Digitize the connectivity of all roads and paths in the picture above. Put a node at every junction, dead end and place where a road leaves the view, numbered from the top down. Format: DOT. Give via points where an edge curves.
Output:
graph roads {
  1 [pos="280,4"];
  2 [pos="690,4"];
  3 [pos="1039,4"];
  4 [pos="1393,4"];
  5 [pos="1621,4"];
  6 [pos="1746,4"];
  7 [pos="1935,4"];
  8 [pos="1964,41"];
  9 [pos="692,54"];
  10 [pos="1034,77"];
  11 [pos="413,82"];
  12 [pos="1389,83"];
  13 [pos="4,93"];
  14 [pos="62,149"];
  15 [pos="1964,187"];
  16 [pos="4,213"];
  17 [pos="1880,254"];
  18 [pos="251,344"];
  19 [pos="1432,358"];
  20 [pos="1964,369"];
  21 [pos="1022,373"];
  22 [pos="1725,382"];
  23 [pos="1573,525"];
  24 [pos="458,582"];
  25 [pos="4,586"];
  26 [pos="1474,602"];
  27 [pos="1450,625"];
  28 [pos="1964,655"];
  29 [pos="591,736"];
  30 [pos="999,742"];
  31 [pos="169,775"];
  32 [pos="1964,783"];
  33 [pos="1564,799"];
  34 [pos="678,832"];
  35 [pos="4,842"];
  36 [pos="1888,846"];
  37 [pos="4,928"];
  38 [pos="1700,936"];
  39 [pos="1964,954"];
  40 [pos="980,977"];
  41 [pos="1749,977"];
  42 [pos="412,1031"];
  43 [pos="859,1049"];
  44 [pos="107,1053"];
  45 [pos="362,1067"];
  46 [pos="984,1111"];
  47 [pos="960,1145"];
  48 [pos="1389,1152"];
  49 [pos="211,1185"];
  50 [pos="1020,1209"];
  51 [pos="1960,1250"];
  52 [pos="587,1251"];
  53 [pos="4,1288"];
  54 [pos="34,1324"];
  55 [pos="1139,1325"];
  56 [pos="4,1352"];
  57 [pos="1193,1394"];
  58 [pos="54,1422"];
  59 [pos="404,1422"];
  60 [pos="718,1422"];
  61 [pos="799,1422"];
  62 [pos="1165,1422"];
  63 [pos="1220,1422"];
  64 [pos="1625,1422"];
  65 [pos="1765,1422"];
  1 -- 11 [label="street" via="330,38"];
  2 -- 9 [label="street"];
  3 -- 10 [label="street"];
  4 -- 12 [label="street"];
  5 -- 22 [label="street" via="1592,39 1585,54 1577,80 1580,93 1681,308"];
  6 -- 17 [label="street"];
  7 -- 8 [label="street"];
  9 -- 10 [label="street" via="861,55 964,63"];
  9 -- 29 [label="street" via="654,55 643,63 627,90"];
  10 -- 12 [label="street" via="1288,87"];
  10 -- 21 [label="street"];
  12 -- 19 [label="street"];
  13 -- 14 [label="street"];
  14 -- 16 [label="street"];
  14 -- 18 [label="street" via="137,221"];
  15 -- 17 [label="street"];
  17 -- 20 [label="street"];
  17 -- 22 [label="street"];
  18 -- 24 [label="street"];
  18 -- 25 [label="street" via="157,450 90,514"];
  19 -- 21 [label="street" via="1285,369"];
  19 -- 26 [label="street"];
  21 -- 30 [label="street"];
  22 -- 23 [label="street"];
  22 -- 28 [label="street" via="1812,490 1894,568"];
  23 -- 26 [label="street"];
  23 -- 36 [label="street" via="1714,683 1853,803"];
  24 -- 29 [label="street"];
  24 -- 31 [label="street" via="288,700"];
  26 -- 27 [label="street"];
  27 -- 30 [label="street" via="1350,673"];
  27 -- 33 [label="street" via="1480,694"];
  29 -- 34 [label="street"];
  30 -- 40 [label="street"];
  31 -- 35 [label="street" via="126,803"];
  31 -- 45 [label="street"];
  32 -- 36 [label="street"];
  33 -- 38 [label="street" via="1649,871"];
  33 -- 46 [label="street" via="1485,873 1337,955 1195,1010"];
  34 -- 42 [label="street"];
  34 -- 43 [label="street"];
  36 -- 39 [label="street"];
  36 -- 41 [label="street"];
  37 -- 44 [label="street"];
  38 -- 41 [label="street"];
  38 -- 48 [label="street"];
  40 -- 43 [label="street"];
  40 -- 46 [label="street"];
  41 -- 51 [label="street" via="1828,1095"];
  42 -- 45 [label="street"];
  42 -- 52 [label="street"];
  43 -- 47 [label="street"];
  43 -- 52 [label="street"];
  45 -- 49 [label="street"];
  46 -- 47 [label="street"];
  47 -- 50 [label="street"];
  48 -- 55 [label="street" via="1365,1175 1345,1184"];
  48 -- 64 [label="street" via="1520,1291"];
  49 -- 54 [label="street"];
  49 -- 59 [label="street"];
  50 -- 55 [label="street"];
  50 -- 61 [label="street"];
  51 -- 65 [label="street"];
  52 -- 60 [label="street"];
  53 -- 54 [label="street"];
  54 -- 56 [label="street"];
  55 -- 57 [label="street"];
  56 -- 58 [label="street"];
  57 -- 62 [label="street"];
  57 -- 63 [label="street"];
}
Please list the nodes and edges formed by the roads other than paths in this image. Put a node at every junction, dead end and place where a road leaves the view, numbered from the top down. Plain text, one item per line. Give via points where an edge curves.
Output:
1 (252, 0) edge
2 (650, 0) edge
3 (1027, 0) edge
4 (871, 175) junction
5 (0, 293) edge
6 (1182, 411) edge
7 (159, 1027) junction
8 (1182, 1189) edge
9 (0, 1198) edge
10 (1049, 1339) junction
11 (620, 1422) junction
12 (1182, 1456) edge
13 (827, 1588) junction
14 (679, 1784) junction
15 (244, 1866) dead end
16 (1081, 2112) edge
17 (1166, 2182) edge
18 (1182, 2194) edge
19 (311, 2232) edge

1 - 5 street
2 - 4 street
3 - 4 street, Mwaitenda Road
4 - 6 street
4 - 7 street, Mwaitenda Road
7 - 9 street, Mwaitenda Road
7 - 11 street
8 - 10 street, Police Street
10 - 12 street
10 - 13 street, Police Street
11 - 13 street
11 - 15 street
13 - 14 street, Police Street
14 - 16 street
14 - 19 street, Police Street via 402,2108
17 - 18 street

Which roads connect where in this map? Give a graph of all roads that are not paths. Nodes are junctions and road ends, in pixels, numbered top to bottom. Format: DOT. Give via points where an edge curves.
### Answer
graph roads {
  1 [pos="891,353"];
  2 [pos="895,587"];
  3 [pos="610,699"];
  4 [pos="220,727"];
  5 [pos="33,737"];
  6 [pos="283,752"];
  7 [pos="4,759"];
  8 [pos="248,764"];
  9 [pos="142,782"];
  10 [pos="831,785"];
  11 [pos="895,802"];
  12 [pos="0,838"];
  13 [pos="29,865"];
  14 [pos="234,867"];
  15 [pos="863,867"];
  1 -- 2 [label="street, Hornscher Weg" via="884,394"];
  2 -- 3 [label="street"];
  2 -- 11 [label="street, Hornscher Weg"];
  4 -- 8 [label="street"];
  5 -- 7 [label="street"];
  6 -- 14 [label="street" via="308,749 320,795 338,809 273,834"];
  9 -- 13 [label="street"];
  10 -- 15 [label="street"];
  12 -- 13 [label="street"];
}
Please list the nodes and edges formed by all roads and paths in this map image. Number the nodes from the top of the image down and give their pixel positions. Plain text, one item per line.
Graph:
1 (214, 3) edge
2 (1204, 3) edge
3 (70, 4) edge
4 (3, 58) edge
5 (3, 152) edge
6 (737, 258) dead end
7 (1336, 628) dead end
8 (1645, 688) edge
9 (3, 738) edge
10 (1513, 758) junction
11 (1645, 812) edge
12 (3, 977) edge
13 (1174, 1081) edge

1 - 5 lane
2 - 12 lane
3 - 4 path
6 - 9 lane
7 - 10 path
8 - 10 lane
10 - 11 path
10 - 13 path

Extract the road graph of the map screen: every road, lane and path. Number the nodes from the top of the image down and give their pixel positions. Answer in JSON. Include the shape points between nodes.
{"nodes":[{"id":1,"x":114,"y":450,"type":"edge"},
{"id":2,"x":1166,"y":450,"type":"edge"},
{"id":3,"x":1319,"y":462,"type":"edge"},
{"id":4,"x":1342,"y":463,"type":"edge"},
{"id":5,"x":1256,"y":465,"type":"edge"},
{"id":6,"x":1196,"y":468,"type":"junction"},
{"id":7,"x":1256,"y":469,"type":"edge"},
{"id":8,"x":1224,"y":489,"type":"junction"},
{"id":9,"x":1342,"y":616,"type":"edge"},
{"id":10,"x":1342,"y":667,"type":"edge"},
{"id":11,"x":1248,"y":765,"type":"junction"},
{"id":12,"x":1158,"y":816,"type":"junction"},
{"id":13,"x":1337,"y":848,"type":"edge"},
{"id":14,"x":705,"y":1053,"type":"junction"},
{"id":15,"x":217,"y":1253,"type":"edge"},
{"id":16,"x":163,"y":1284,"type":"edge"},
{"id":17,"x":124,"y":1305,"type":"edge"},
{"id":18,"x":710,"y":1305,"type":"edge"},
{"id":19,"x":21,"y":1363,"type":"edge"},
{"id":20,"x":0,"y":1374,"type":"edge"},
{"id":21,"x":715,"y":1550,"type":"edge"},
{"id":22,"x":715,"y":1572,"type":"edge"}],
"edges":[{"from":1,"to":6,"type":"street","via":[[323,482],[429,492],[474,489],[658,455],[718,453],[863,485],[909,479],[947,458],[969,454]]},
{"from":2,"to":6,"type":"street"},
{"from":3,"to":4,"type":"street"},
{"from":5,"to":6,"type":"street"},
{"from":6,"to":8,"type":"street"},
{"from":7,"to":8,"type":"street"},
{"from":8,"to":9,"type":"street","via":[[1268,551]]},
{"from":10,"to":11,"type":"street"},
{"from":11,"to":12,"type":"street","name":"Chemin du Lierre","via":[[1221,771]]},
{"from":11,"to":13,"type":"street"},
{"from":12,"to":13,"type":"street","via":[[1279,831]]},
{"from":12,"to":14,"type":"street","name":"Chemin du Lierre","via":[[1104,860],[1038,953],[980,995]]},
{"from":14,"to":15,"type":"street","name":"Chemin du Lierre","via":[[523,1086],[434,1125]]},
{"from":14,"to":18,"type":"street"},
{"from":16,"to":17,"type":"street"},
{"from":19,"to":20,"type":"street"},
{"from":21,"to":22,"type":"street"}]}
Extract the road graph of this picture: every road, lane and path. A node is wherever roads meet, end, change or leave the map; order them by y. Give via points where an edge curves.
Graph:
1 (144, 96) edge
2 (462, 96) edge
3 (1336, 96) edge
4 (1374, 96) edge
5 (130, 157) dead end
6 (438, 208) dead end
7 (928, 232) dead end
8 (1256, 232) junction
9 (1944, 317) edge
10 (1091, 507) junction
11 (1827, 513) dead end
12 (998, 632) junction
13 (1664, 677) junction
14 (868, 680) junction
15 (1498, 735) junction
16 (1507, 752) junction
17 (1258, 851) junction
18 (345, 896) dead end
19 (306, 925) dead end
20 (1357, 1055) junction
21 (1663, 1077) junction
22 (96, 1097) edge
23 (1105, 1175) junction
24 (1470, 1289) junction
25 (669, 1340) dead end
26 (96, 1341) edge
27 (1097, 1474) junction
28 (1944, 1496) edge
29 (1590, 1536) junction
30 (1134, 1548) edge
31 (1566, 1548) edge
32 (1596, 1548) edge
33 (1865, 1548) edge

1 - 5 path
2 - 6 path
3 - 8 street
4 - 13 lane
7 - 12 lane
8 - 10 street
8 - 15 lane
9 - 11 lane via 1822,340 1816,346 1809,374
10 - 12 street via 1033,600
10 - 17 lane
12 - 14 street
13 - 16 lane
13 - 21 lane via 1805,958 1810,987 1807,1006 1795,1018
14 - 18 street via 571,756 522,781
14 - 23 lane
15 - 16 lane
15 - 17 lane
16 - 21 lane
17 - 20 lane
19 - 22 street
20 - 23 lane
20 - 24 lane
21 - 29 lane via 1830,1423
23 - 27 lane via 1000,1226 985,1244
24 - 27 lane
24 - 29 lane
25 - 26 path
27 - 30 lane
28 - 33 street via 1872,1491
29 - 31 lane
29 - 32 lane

#### TASK OBJECTIVE:
Copy all lines from the material that contain "edges".

#### EXERCISE OUTPUT:
Please list the nodes and edges formed by the roads other than paths in this image. Put a node at every junction, dead end and place where a road leaves the view, numbered from the top down. Plain text, one item per line. Give via points where an edge curves.
Please list the nodes and edges formed by all roads and paths in this map image. Number the nodes from the top of the image down and give their pixel positions. Plain text, one item per line.
"edges":[{"from":1,"to":6,"type":"street","via":[[323,482],[429,492],[474,489],[658,455],[718,453],[863,485],[909,479],[947,458],[969,454]]},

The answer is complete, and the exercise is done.